Eché una mirada al papeleo que se había acumulado. Actas de declaraciones o de interrogatorios, facturas de teléfono detalladas, extractos bancarios de sospechosos, requerimientos que los juzgados finalmente autorizaban. Y también: el informe de prensa de actos criminales, que llegaba por la mañana y por la noche proveniente del Ministerio del Interior, así como los telegramas resumiendo los casos más importantes en Île-de-France. El habitual baño de mierda. Y todo cubierto de post-it pegados por mis tenientes, informándome de los casos resueltos o de los que estaban estancados.

La náusea, con mayor fuerza aún. No quería ni siquiera escuchar mis mensajes. Ni del móvil ni del fijo. Preferí ponerme en contacto con la gendarmería de Nogent-le-Rotrou, la ciudad más próxima a Vernay. Pregunté por el capitán que había supervisado el rescate de Luc. El hombre me confirmó las informaciones de Svendsen. El cuerpo con lastre, su traslado urgente, la resurrección.

Colgué, palpé mis bolsillos, encontré mis sin filtro. Saqué un pitillo, mi mechero y, todavía reflexionando, saboreé cada detalle del ritual. El paquete crujiente, íntimo, el perfume que desprendía, mezclado con los efluvios de la gasolina del Zippo; las briznas de tabaco que, como hebras de oro, quedaban en mis dedos. Y por fin, la bocanada de fuego hasta el fondo del tórax…

Seis de la tarde. Comencé, por fin, a descifrar los documentos. Los post-it. Ya aparecían las muestras de solidaridad: «Contigo, Franck». «No todo está perdido. Gilles.» «¡Es el momento de tener agallas!» «¡Ánimo! Philippe.» Despegué los mensajes y los puse aparte.

Solo entonces me sumergí en el trabajo, haciendo el balance de los buenos y malos momentos del día. Foucault me informaba que la DPJ, Dirección de la Policía Judicial de Louis-Blanc, se negaba a darnos información sobre el expediente referido a un cuerpo descuartizado encontrado cerca de la plaza Stalingrad. Ese asesinato podía estar vinculado con un caso que investigábamos desde hacía más de un mes: un ajuste de cuentas entre traficantes en La Villete. El rechazo no me sorprendía. Siempre la vieja rivalidad entre la DPJ y la Criminal… Cada uno en su casa, de modo que los cadáveres estén bien guardados.

Mensaje siguiente, más constructivo. Quince días atrás, un compañero de promoción destinado a la Policía Judicial de Cergy-Pontoise me había pedido consejo sobre un crimen: una mujer de cincuenta y nueve años, esteticista, asesinada en su aparcamiento. Dieciséis cortes con una navaja de afeitar.
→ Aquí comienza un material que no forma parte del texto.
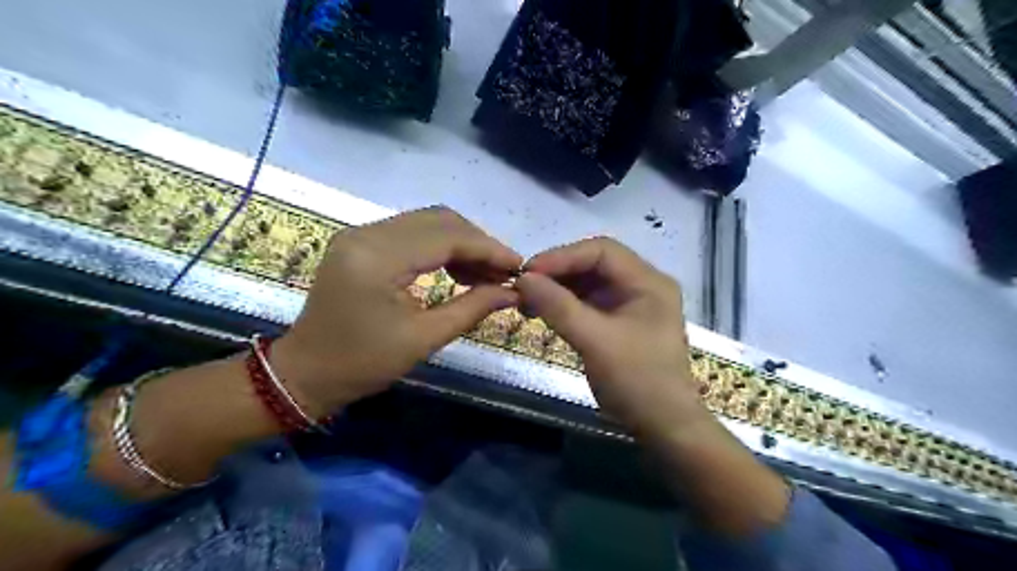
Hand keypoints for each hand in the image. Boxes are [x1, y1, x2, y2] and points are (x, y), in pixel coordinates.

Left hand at [274, 205, 519, 414]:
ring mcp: (360, 234)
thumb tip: (513, 292)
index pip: (446, 237)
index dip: (488, 248)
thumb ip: (472, 308)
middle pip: (439, 220)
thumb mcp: (423, 339)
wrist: (304, 373)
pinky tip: (457, 270)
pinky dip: (441, 247)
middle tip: (503, 272)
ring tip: (485, 274)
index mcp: (377, 258)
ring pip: (427, 222)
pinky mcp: (361, 241)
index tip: (519, 266)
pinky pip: (412, 233)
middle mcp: (366, 233)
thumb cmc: (361, 364)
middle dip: (478, 243)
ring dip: (461, 243)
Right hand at [516, 236, 708, 436]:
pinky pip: (588, 303)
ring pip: (588, 283)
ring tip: (527, 300)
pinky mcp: (619, 323)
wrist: (664, 427)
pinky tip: (542, 312)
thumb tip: (524, 279)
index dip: (562, 256)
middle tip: (524, 286)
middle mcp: (642, 286)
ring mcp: (631, 304)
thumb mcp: (595, 341)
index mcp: (648, 282)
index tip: (528, 272)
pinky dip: (564, 305)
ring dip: (557, 289)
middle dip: (558, 273)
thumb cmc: (637, 381)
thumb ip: (559, 307)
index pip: (601, 251)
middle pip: (594, 264)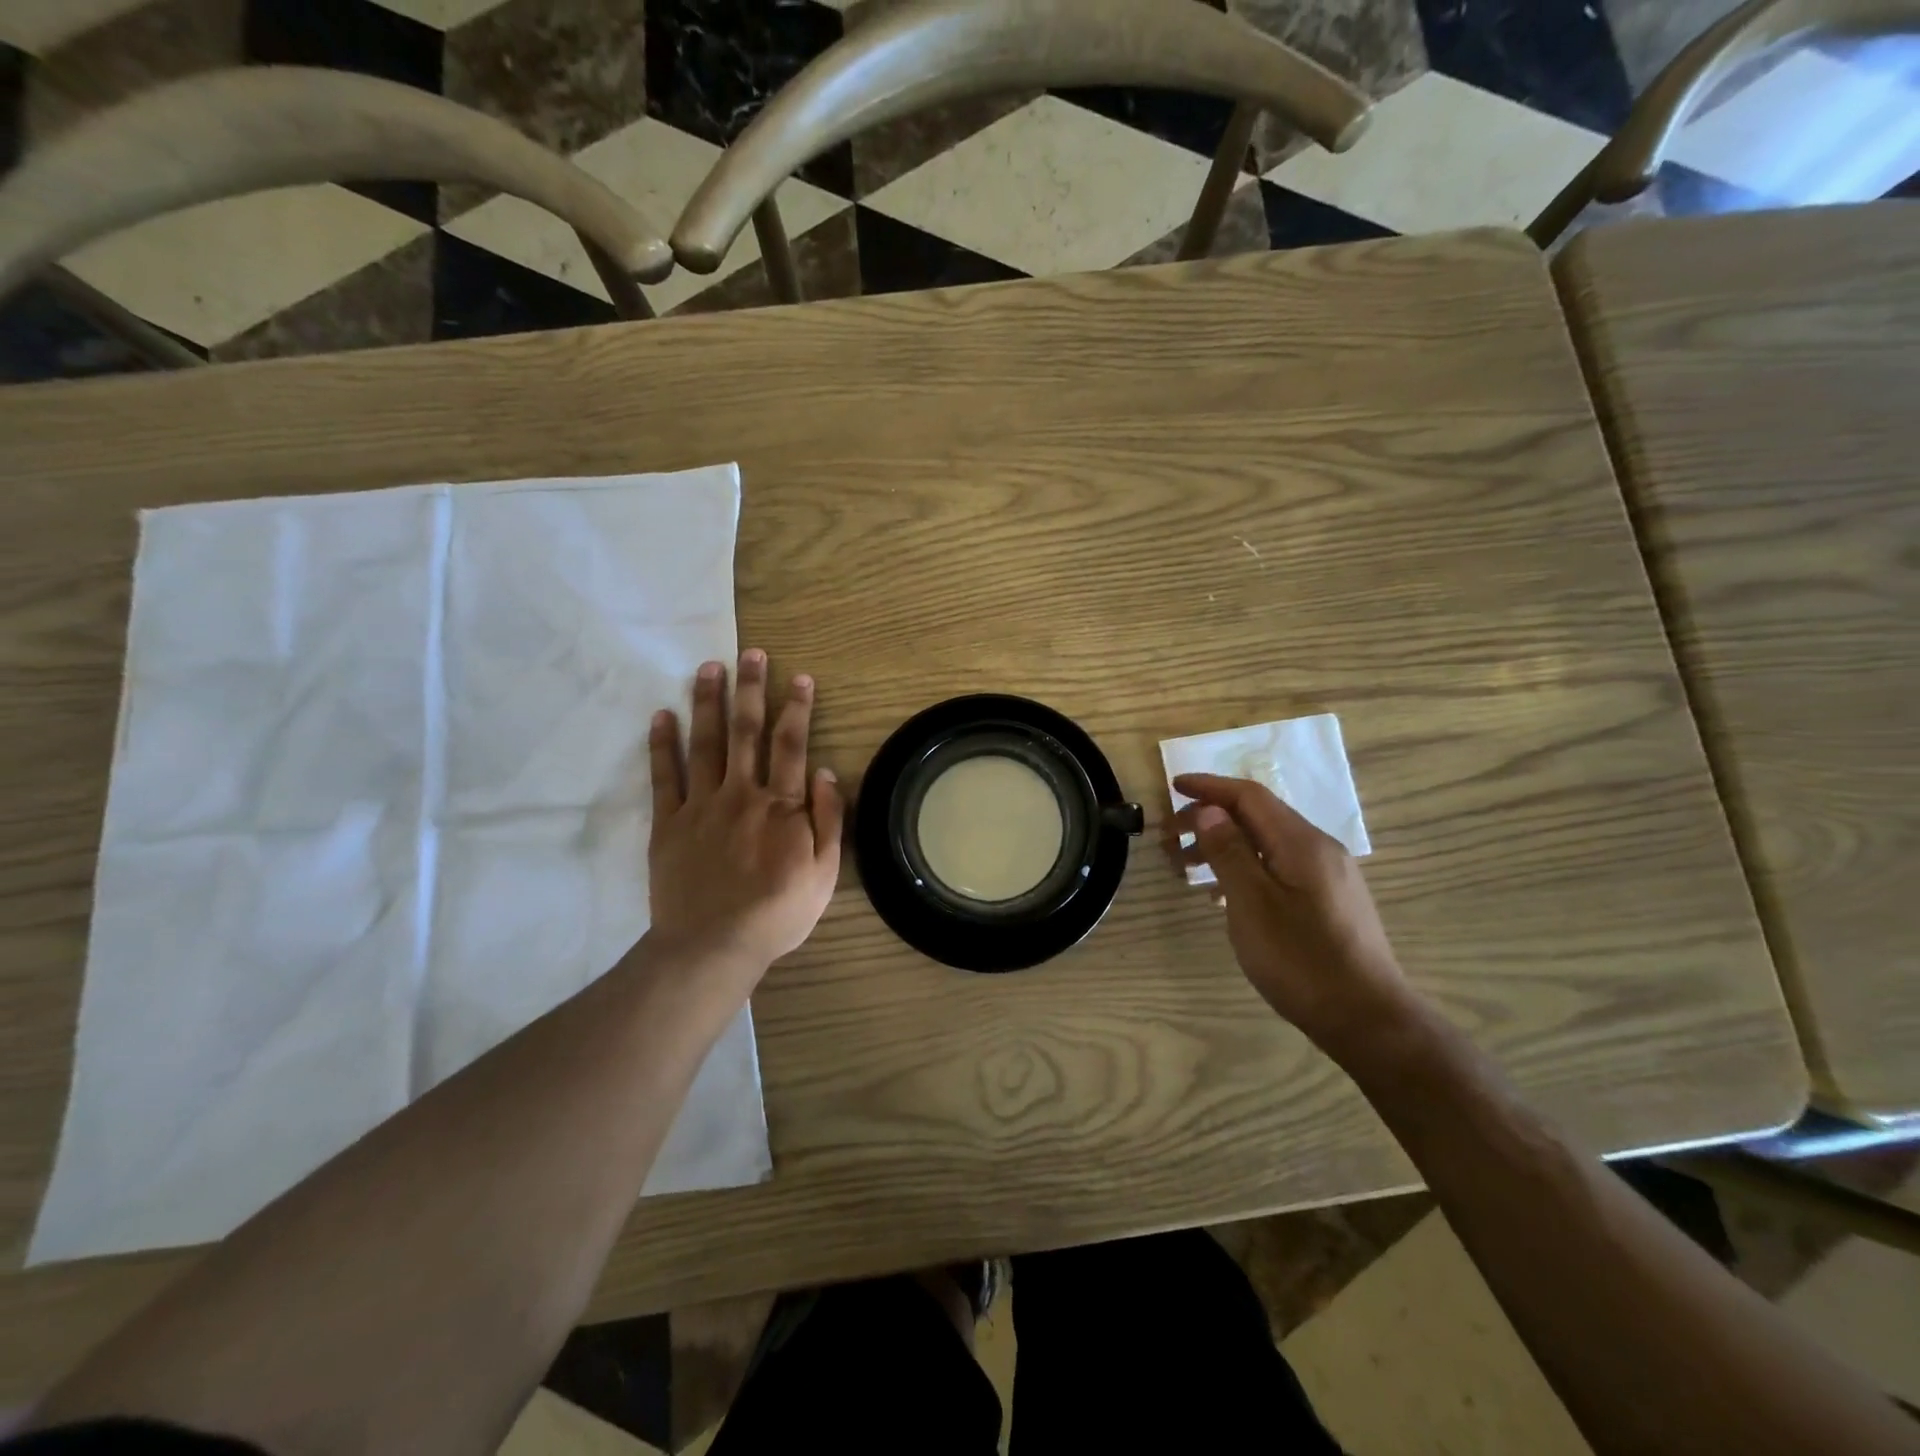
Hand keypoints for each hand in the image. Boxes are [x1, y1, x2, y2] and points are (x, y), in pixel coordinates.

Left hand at [647, 650, 843, 980]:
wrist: (713, 946)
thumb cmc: (778, 912)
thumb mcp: (824, 873)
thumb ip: (827, 820)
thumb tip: (823, 772)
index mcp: (781, 805)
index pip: (791, 744)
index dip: (797, 708)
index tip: (799, 677)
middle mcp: (741, 793)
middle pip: (746, 731)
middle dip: (750, 689)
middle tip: (749, 653)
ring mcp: (701, 806)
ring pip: (704, 743)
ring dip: (707, 702)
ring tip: (708, 667)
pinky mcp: (668, 823)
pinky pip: (663, 777)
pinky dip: (662, 744)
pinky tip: (661, 715)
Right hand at [1172, 773, 1411, 1058]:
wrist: (1367, 1020)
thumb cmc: (1301, 960)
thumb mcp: (1252, 904)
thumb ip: (1229, 852)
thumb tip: (1210, 810)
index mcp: (1302, 843)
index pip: (1250, 796)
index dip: (1209, 787)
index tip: (1173, 787)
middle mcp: (1319, 849)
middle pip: (1258, 817)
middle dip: (1211, 818)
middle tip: (1170, 837)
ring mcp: (1328, 876)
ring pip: (1267, 844)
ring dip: (1224, 846)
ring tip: (1187, 867)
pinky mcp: (1328, 901)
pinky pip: (1278, 867)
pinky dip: (1245, 868)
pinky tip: (1223, 895)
Ni robo ni violación. Ningún testigo. Los investigadores habían pensado primero en un crimen pasional; luego, en un acto de perversión y terminaron encontrándose en un callejón sin salida.
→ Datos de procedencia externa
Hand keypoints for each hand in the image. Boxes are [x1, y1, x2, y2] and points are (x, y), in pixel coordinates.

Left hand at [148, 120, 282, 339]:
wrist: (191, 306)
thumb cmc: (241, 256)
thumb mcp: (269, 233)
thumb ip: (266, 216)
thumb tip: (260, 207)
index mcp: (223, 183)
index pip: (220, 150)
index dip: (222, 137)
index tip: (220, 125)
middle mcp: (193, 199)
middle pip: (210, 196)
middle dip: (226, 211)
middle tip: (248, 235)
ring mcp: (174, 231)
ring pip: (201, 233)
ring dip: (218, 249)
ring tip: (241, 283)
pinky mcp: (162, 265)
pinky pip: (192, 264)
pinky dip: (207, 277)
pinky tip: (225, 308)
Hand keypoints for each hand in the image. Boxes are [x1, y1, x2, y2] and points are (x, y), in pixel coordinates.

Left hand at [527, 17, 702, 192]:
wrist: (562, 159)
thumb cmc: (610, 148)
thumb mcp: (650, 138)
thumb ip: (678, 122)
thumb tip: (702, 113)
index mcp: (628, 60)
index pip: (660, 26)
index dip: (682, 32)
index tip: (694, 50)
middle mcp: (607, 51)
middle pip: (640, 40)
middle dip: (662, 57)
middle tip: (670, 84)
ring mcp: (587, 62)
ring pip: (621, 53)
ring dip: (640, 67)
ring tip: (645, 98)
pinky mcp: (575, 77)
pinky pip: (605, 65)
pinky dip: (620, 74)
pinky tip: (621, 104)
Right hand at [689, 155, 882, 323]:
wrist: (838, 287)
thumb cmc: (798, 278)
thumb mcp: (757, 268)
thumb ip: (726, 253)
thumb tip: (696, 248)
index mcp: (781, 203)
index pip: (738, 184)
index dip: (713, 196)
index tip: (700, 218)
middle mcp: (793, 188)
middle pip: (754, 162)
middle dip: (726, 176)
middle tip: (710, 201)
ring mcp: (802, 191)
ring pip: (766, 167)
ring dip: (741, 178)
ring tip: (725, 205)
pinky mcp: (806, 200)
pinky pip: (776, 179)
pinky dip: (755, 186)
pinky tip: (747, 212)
Estudiando las fotos del cadáver, había observado varios detalles. Los ángulos de los cortes de la navaja revelaban que el asesino tenía la misma altura que la víctima, más bien baja. El arma era singular: una navaja antigua, de esas que solo encuentran en las tiendas de antigüedades y las chamarilerías. Semejante instrumento podía pertenecer a un asesino de sexo femenino. Es el arma que se utiliza, por ejemplo, en los ajustes de cuentas entre putas: un arma que desfigura; los hombres prefieren el cuchillo y golpean en el vientre.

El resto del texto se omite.